Public university in Somalia

Amoud University (Jaamacadda Camuud) is a comprehensive public university, located in the city of Borama in Somaliland.

The university started in 1998 with 66 students in two faculties (Education and Business Administration), and three teachers. It has a student population of 5,111 enrolled in 14 faculties/schools, 238 teaching staff.

The first batch of medical graduates came out in June 2007 and their final exams were supervised by King's College of London, United Kingdom, which provides the curriculum and teaching assistance to the Amoud University College of Health Sciences.

==Academic year==
The university operates according to a semester system, and the academic year begins in September and ends in July. There is a brief one-month break after the first semester, and two months of holiday at the end of the academic year.

==Undergraduates and staff==
As of 2020/2021, Amoud University has a student population of 5,111, and includes students from all Somali-speaking territories. The university's teaching staff consists of 238 instructors.

==Faculties and curricula==
As of 2020/2021, the university consists of fourteen faculties/schools offering postgraduate degrees, bachelor's degrees, as well as two-year diploma and certificate programs. Each faculty or school formulates its academic program within the university's general regulations.

==History==
The idea to establish Amoud University came from four intellectuals working in the Gulf in 1994 and was formally proposed in a workshop held in Borama on August 6, 1996. The workshop agreed to the proposal and adopted a resolution for the establishment of the university by 1997. Sulaiman Ahmed Gulaid served as the first president.

Amoud University started its first admission examination in September 1997 and selected 66 students to undergo a nine-month intensive English course. The university commenced its undergraduate program on 4 November 1998 and admitted the first freshman class.

Amoud University was formally launched in 1998 and is registered as a non-governmental, non-profit making institution. Amoud is an institute which is deeply rooted within the local community due to primary support for the establishment of Amoud coming from community elders, leaders, business people, concerned citizens and local non-governmental organizations.

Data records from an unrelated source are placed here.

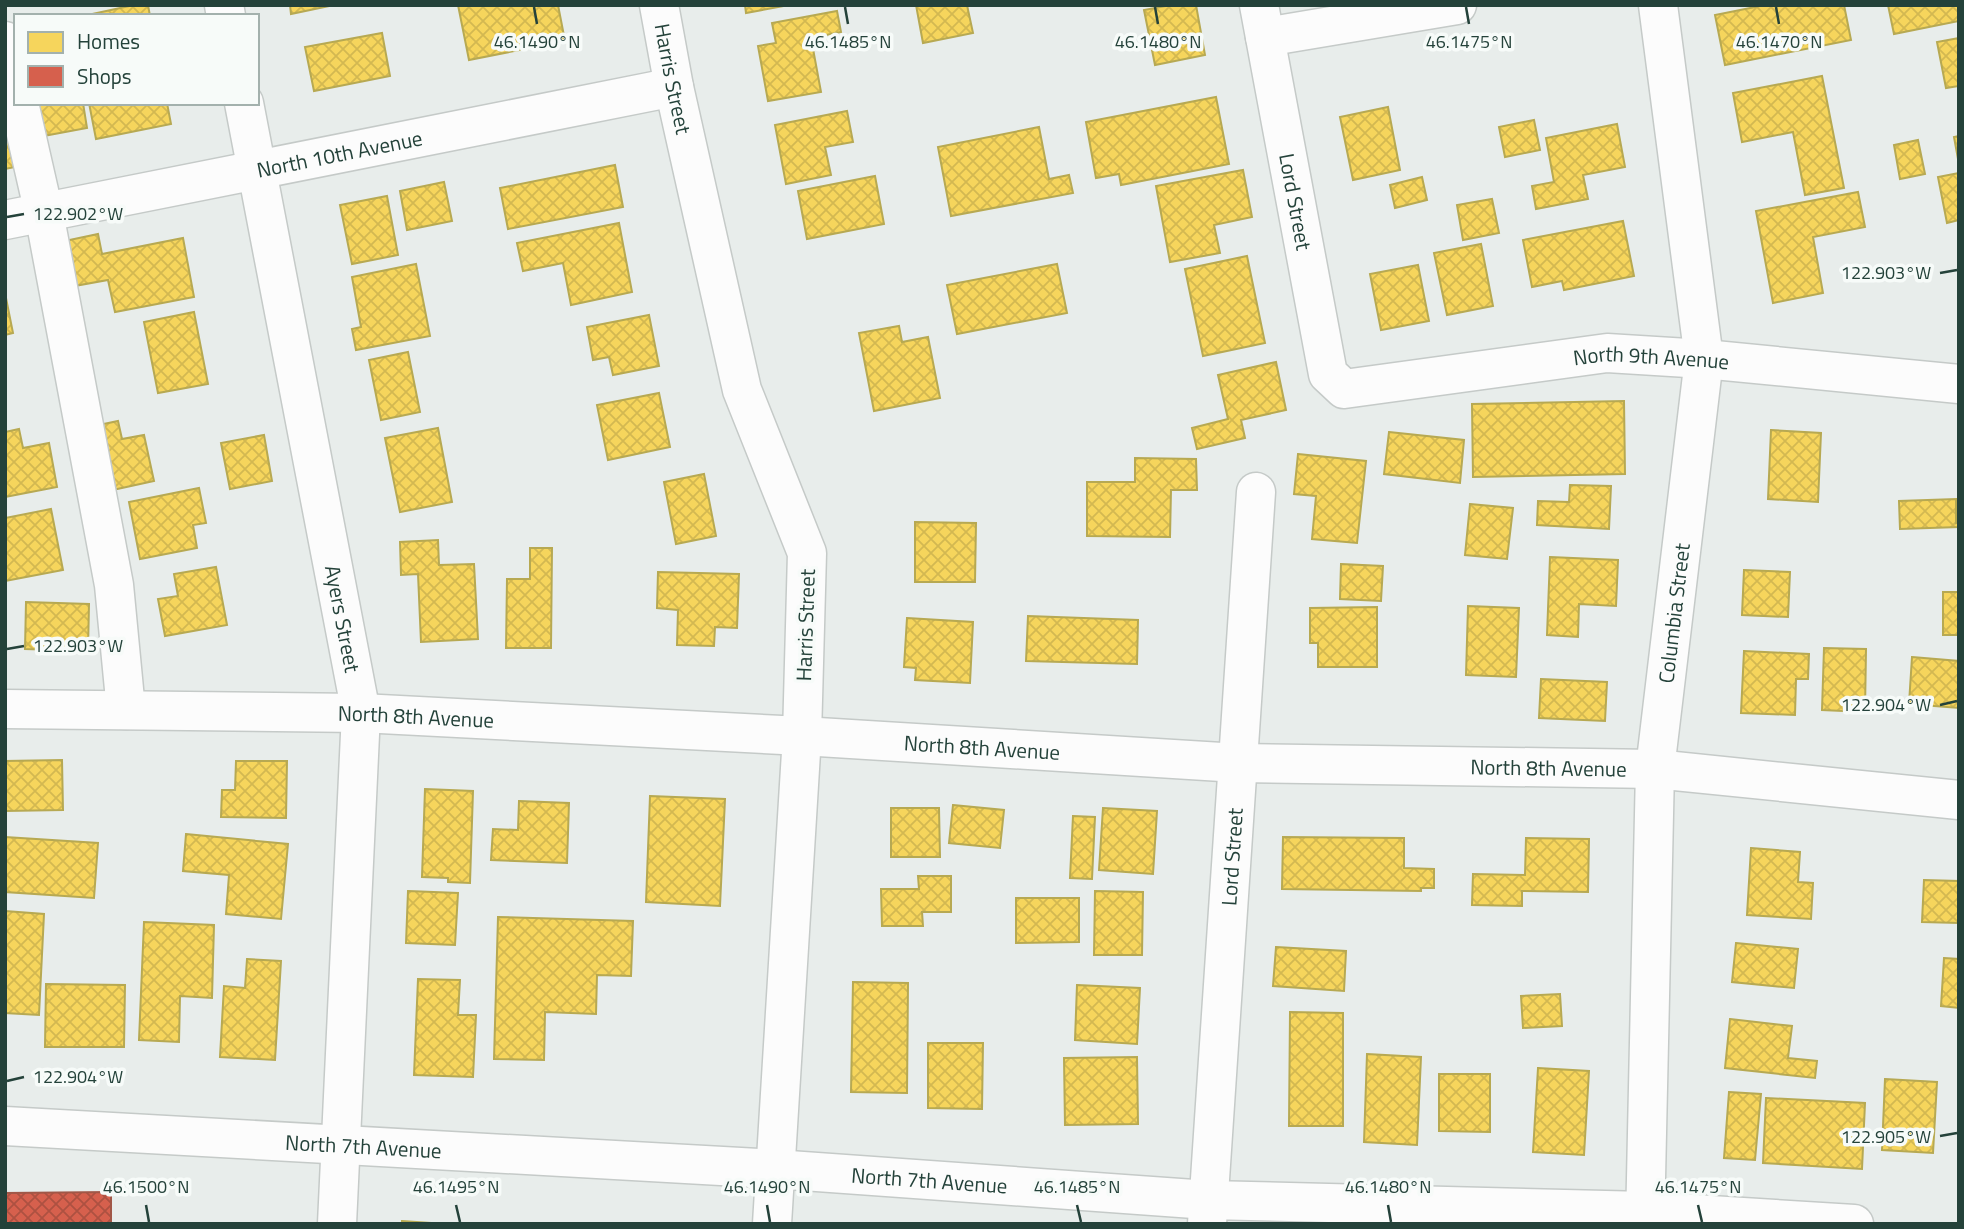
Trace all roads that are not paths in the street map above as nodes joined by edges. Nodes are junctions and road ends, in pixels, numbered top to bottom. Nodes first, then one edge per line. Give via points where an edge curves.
1 (659, 5) edge
2 (1457, 5) edge
3 (1658, 5) edge
4 (1262, 21) edge
5 (5, 41) edge
6 (14, 79) edge
7 (674, 87) junction
8 (19, 105) edge
9 (244, 105) edge
10 (258, 170) junction
11 (44, 213) junction
12 (5, 220) edge
13 (1704, 359) junction
14 (1959, 384) edge
15 (1344, 389) joint
16 (1256, 492) dead end
17 (5, 709) edge
18 (126, 710) junction
19 (361, 713) junction
20 (802, 736) junction
21 (1238, 763) junction
22 (1655, 769) junction
23 (1959, 800) edge
24 (5, 1126) edge
25 (341, 1144) junction
26 (775, 1169) junction
27 (1207, 1212) edge
28 (1646, 1217) edge
29 (337, 1224) edge
30 (772, 1224) edge
31 (1854, 1224) edge

1 - 7 street, Harris Street
2 - 4 street
3 - 13 street, Columbia Street
4 - 15 street, Lord Street via 1328,374
5 - 6 street
7 - 10 street, North 10th Avenue
7 - 20 street, Harris Street via 742,390 807,553
8 - 11 street
9 - 10 street, Ayers Street
10 - 11 street, North 10th Avenue
10 - 19 street, Ayers Street
11 - 12 street, North 10th Avenue
11 - 18 street via 114,585
13 - 14 street, North 9th Avenue
13 - 15 street, North 9th Avenue via 1607,353
13 - 22 street, Columbia Street
16 - 21 street, Lord Street
17 - 18 street, North 8th Avenue
18 - 19 street, North 8th Avenue
19 - 20 street, North 8th Avenue
19 - 25 street, Ayers Street
20 - 21 street, North 8th Avenue
20 - 26 street, Harris Street
21 - 22 street, North 8th Avenue
21 - 27 street, Lord Street
22 - 23 street, North 8th Avenue
22 - 28 street, Columbia Street
24 - 25 street, North 7th Avenue
25 - 26 street, North 7th Avenue
25 - 29 street, Ayers Street
26 - 27 street, North 7th Avenue
26 - 30 street, Harris Street
27 - 28 street, North 7th Avenue
28 - 31 street, North 7th Avenue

In 2003, Amoud University signed a project agreement with the EC/DANIDA/CfBT for teacher training in the Education department. The two-year Diploma Education Program was funded by EC and DANIDA through UNESCO and CfBT.

==Faculties==
The university consists of fourteen faculties/schools which offer master's degrees, Bachelor's degrees, two years diploma and certificate programs:

Student population for the 2020/2021 academic year
| Faculties/schools/departments | Male | Female | Total |
| Department of Freshman Studies | 872 | 483 | 1355 |
| Faculty of Sharia and Law | 129 | 60 | 189 |
| Faculty of Agriculture and Environment | 152 | 43 | 195 |
| Faculty of Engineering | 310 | 12 | 322 |
| Faculty of Computing and ICT | 340 | 95 | 435 |
| Faculty of Education | 217 | 14 | 231 |
| Faculty of Business and Public Administration | 360 | 283 | 643 |
| Faculty of Economics and Political Science | 95 | 20 | 115 |
| School of Postgraduate Studies and Research | 351 | 161 | 512 |
| School of Medicine | 174 | 107 | 281 |
| School of Pharmacy | 26 | 36 | 62 |
| School of Dentistry | 108 | 34 | 142 |
| School of Nursing and Midwifery | 10 | 191 | 201 |
| School of Public Health and Nutrition | 88 | 149 | 237 |
| School of Medical Laboratory Technology | 110 | 81 | 191 |
| Total | 3342 | 1769 | 5111 |
| Percentage | 65.40% | 34.60% | 100.0% |

==Amoud University==

===Amoud Valley===

The university's main campus is in Amoud Valley which is located 4.5 kilometers east of Borama, Somaliland, on the grounds of the former Amoud Secondary School which was established in 1952.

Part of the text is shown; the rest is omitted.